From the first line to the last, return the data exactly as written.

·····

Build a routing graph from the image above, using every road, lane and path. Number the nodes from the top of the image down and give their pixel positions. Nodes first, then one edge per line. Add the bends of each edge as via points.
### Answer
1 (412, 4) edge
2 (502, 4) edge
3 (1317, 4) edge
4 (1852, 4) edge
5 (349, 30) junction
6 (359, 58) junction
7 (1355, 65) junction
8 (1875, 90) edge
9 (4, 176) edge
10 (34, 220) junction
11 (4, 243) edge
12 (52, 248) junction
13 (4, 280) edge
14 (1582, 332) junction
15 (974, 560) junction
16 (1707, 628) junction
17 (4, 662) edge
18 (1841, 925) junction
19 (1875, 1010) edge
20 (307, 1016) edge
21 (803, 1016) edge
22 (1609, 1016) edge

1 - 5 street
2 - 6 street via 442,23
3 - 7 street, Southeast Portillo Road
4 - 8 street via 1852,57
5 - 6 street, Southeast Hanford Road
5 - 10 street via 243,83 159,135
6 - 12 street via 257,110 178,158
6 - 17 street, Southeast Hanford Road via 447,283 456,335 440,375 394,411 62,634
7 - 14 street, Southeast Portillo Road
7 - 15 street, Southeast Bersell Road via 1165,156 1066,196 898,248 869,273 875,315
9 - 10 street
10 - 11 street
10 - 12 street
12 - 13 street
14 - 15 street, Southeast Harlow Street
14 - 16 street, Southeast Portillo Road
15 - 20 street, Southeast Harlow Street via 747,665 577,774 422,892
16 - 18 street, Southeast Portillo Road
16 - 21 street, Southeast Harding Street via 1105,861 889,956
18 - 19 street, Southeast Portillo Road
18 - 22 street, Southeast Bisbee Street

·····

» RESULT BELOW
Build a routing graph from the image above, using every road, lane and path. Number the nodes from the top of the image down and give their pixel positions. Nodes first, then one edge per line. Add the bends of each edge as via points.
### Answer
1 (412, 4) edge
2 (502, 4) edge
3 (1317, 4) edge
4 (1852, 4) edge
5 (349, 30) junction
6 (359, 58) junction
7 (1355, 65) junction
8 (1875, 90) edge
9 (4, 176) edge
10 (34, 220) junction
11 (4, 243) edge
12 (52, 248) junction
13 (4, 280) edge
14 (1582, 332) junction
15 (974, 560) junction
16 (1707, 628) junction
17 (4, 662) edge
18 (1841, 925) junction
19 (1875, 1010) edge
20 (307, 1016) edge
21 (803, 1016) edge
22 (1609, 1016) edge

1 - 5 street
2 - 6 street via 442,23
3 - 7 street, Southeast Portillo Road
4 - 8 street via 1852,57
5 - 6 street, Southeast Hanford Road
5 - 10 street via 243,83 159,135
6 - 12 street via 257,110 178,158
6 - 17 street, Southeast Hanford Road via 447,283 456,335 440,375 394,411 62,634
7 - 14 street, Southeast Portillo Road
7 - 15 street, Southeast Bersell Road via 1165,156 1066,196 898,248 869,273 875,315
9 - 10 street
10 - 11 street
10 - 12 street
12 - 13 street
14 - 15 street, Southeast Harlow Street
14 - 16 street, Southeast Portillo Road
15 - 20 street, Southeast Harlow Street via 747,665 577,774 422,892
16 - 18 street, Southeast Portillo Road
16 - 21 street, Southeast Harding Street via 1105,861 889,956
18 - 19 street, Southeast Portillo Road
18 - 22 street, Southeast Bisbee Street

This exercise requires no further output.